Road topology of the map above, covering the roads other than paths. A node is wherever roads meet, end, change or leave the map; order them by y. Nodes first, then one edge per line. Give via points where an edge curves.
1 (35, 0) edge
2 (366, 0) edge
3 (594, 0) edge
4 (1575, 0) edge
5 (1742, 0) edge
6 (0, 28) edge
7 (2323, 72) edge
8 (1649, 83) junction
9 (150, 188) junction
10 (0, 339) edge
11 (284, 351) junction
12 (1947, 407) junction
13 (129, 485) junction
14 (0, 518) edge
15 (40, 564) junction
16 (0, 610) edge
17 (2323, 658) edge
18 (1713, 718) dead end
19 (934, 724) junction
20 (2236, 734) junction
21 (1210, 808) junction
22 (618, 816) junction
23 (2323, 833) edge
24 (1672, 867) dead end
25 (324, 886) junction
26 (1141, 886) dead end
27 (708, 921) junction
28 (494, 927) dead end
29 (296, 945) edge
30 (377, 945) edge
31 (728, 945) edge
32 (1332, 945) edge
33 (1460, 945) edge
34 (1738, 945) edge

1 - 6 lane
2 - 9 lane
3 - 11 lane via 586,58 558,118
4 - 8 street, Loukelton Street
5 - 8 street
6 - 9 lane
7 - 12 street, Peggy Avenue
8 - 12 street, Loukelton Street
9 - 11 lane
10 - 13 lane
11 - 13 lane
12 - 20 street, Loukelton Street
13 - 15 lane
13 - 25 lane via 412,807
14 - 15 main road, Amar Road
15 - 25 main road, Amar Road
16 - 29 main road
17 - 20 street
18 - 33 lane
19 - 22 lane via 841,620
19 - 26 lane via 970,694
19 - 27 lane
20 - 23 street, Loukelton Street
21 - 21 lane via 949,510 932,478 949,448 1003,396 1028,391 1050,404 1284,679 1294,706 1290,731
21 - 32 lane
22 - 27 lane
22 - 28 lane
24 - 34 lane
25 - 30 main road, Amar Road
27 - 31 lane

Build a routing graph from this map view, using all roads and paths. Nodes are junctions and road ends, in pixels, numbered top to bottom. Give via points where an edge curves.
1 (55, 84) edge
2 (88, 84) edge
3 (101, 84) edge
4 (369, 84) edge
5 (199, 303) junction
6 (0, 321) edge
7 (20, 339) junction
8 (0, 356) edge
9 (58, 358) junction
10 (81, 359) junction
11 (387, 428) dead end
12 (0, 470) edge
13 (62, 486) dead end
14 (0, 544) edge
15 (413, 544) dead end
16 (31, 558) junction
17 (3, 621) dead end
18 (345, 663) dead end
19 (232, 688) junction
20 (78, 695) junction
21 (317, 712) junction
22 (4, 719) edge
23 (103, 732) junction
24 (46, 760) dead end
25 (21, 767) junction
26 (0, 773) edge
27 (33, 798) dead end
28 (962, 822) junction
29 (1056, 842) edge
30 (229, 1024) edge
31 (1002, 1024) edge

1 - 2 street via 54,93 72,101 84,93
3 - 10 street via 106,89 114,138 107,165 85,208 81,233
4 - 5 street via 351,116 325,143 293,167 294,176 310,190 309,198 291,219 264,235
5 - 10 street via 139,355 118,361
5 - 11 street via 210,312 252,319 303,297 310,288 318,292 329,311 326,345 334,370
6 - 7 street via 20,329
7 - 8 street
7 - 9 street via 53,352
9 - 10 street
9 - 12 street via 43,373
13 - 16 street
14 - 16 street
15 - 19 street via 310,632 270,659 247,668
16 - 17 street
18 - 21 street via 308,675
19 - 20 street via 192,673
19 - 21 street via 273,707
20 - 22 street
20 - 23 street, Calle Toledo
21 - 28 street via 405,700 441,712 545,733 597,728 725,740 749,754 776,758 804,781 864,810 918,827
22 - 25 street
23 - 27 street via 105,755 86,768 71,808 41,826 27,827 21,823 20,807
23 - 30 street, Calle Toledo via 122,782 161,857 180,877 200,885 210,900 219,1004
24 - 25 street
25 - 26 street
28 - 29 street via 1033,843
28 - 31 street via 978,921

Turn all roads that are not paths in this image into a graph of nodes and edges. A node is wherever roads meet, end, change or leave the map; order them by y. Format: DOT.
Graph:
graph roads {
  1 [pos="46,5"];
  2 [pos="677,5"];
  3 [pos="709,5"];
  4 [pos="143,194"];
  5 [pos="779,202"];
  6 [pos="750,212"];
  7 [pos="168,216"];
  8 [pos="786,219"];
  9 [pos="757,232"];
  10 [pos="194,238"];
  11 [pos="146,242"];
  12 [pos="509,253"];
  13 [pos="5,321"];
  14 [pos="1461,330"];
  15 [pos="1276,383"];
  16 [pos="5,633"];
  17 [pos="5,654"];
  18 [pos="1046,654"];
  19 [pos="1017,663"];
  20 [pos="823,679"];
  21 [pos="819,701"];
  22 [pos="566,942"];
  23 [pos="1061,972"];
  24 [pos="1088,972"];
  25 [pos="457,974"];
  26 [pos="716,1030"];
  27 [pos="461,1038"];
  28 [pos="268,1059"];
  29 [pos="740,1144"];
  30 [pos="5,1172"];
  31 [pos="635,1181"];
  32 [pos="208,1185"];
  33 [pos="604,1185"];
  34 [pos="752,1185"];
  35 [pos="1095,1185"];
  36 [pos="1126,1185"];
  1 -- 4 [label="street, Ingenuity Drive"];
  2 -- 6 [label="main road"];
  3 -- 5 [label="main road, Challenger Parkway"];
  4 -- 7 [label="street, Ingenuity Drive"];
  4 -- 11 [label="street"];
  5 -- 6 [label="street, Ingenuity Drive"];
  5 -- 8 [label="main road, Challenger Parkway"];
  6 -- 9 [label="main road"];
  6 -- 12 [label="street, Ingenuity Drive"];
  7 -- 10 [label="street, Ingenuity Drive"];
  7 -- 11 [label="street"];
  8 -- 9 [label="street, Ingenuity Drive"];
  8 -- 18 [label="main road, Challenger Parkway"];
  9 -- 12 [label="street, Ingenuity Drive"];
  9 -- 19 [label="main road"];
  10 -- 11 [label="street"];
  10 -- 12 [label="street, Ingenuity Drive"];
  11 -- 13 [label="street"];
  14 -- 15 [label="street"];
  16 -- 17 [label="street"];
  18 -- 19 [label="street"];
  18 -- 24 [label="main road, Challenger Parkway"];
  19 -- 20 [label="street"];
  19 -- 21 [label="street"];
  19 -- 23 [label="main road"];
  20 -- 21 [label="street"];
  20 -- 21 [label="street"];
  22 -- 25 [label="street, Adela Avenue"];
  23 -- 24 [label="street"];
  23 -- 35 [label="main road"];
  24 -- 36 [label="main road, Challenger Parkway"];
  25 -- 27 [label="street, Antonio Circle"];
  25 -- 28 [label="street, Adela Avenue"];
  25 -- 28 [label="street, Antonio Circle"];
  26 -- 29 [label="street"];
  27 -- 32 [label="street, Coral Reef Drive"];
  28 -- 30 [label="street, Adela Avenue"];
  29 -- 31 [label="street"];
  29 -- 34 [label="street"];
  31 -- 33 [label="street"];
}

++++++++++

- **What to do**
Above are the records; copy all of them exactly.

- **Answer space**
Road topology of the map above, covering the roads other than paths. A node is wherever roads meet, end, change or leave the map; order them by y. Nodes first, then one edge per line. Give via points where an edge curves.
1 (35, 0) edge
2 (366, 0) edge
3 (594, 0) edge
4 (1575, 0) edge
5 (1742, 0) edge
6 (0, 28) edge
7 (2323, 72) edge
8 (1649, 83) junction
9 (150, 188) junction
10 (0, 339) edge
11 (284, 351) junction
12 (1947, 407) junction
13 (129, 485) junction
14 (0, 518) edge
15 (40, 564) junction
16 (0, 610) edge
17 (2323, 658) edge
18 (1713, 718) dead end
19 (934, 724) junction
20 (2236, 734) junction
21 (1210, 808) junction
22 (618, 816) junction
23 (2323, 833) edge
24 (1672, 867) dead end
25 (324, 886) junction
26 (1141, 886) dead end
27 (708, 921) junction
28 (494, 927) dead end
29 (296, 945) edge
30 (377, 945) edge
31 (728, 945) edge
32 (1332, 945) edge
33 (1460, 945) edge
34 (1738, 945) edge

1 - 6 lane
2 - 9 lane
3 - 11 lane via 586,58 558,118
4 - 8 street, Loukelton Street
5 - 8 street
6 - 9 lane
7 - 12 street, Peggy Avenue
8 - 12 street, Loukelton Street
9 - 11 lane
10 - 13 lane
11 - 13 lane
12 - 20 street, Loukelton Street
13 - 15 lane
13 - 25 lane via 412,807
14 - 15 main road, Amar Road
15 - 25 main road, Amar Road
16 - 29 main road
17 - 20 street
18 - 33 lane
19 - 22 lane via 841,620
19 - 26 lane via 970,694
19 - 27 lane
20 - 23 street, Loukelton Street
21 - 21 lane via 949,510 932,478 949,448 1003,396 1028,391 1050,404 1284,679 1294,706 1290,731
21 - 32 lane
22 - 27 lane
22 - 28 lane
24 - 34 lane
25 - 30 main road, Amar Road
27 - 31 lane

Build a routing graph from this map view, using all roads and paths. Nodes are junctions and road ends, in pixels, numbered top to bottom. Give via points where an edge curves.
1 (55, 84) edge
2 (88, 84) edge
3 (101, 84) edge
4 (369, 84) edge
5 (199, 303) junction
6 (0, 321) edge
7 (20, 339) junction
8 (0, 356) edge
9 (58, 358) junction
10 (81, 359) junction
11 (387, 428) dead end
12 (0, 470) edge
13 (62, 486) dead end
14 (0, 544) edge
15 (413, 544) dead end
16 (31, 558) junction
17 (3, 621) dead end
18 (345, 663) dead end
19 (232, 688) junction
20 (78, 695) junction
21 (317, 712) junction
22 (4, 719) edge
23 (103, 732) junction
24 (46, 760) dead end
25 (21, 767) junction
26 (0, 773) edge
27 (33, 798) dead end
28 (962, 822) junction
29 (1056, 842) edge
30 (229, 1024) edge
31 (1002, 1024) edge

1 - 2 street via 54,93 72,101 84,93
3 - 10 street via 106,89 114,138 107,165 85,208 81,233
4 - 5 street via 351,116 325,143 293,167 294,176 310,190 309,198 291,219 264,235
5 - 10 street via 139,355 118,361
5 - 11 street via 210,312 252,319 303,297 310,288 318,292 329,311 326,345 334,370
6 - 7 street via 20,329
7 - 8 street
7 - 9 street via 53,352
9 - 10 street
9 - 12 street via 43,373
13 - 16 street
14 - 16 street
15 - 19 street via 310,632 270,659 247,668
16 - 17 street
18 - 21 street via 308,675
19 - 20 street via 192,673
19 - 21 street via 273,707
20 - 22 street
20 - 23 street, Calle Toledo
21 - 28 street via 405,700 441,712 545,733 597,728 725,740 749,754 776,758 804,781 864,810 918,827
22 - 25 street
23 - 27 street via 105,755 86,768 71,808 41,826 27,827 21,823 20,807
23 - 30 street, Calle Toledo via 122,782 161,857 180,877 200,885 210,900 219,1004
24 - 25 street
25 - 26 street
28 - 29 street via 1033,843
28 - 31 street via 978,921

Turn all roads that are not paths in this image into a graph of nodes and edges. A node is wherever roads meet, end, change or leave the map; order them by y. Format: DOT.
Graph:
graph roads {
  1 [pos="46,5"];
  2 [pos="677,5"];
  3 [pos="709,5"];
  4 [pos="143,194"];
  5 [pos="779,202"];
  6 [pos="750,212"];
  7 [pos="168,216"];
  8 [pos="786,219"];
  9 [pos="757,232"];
  10 [pos="194,238"];
  11 [pos="146,242"];
  12 [pos="509,253"];
  13 [pos="5,321"];
  14 [pos="1461,330"];
  15 [pos="1276,383"];
  16 [pos="5,633"];
  17 [pos="5,654"];
  18 [pos="1046,654"];
  19 [pos="1017,663"];
  20 [pos="823,679"];
  21 [pos="819,701"];
  22 [pos="566,942"];
  23 [pos="1061,972"];
  24 [pos="1088,972"];
  25 [pos="457,974"];
  26 [pos="716,1030"];
  27 [pos="461,1038"];
  28 [pos="268,1059"];
  29 [pos="740,1144"];
  30 [pos="5,1172"];
  31 [pos="635,1181"];
  32 [pos="208,1185"];
  33 [pos="604,1185"];
  34 [pos="752,1185"];
  35 [pos="1095,1185"];
  36 [pos="1126,1185"];
  1 -- 4 [label="street, Ingenuity Drive"];
  2 -- 6 [label="main road"];
  3 -- 5 [label="main road, Challenger Parkway"];
  4 -- 7 [label="street, Ingenuity Drive"];
  4 -- 11 [label="street"];
  5 -- 6 [label="street, Ingenuity Drive"];
  5 -- 8 [label="main road, Challenger Parkway"];
  6 -- 9 [label="main road"];
  6 -- 12 [label="street, Ingenuity Drive"];
  7 -- 10 [label="street, Ingenuity Drive"];
  7 -- 11 [label="street"];
  8 -- 9 [label="street, Ingenuity Drive"];
  8 -- 18 [label="main road, Challenger Parkway"];
  9 -- 12 [label="street, Ingenuity Drive"];
  9 -- 19 [label="main road"];
  10 -- 11 [label="street"];
  10 -- 12 [label="street, Ingenuity Drive"];
  11 -- 13 [label="street"];
  14 -- 15 [label="street"];
  16 -- 17 [label="street"];
  18 -- 19 [label="street"];
  18 -- 24 [label="main road, Challenger Parkway"];
  19 -- 20 [label="street"];
  19 -- 21 [label="street"];
  19 -- 23 [label="main road"];
  20 -- 21 [label="street"];
  20 -- 21 [label="street"];
  22 -- 25 [label="street, Adela Avenue"];
  23 -- 24 [label="street"];
  23 -- 35 [label="main road"];
  24 -- 36 [label="main road, Challenger Parkway"];
  25 -- 27 [label="street, Antonio Circle"];
  25 -- 28 [label="street, Adela Avenue"];
  25 -- 28 [label="street, Antonio Circle"];
  26 -- 29 [label="street"];
  27 -- 32 [label="street, Coral Reef Drive"];
  28 -- 30 [label="street, Adela Avenue"];
  29 -- 31 [label="street"];
  29 -- 34 [label="street"];
  31 -- 33 [label="street"];
}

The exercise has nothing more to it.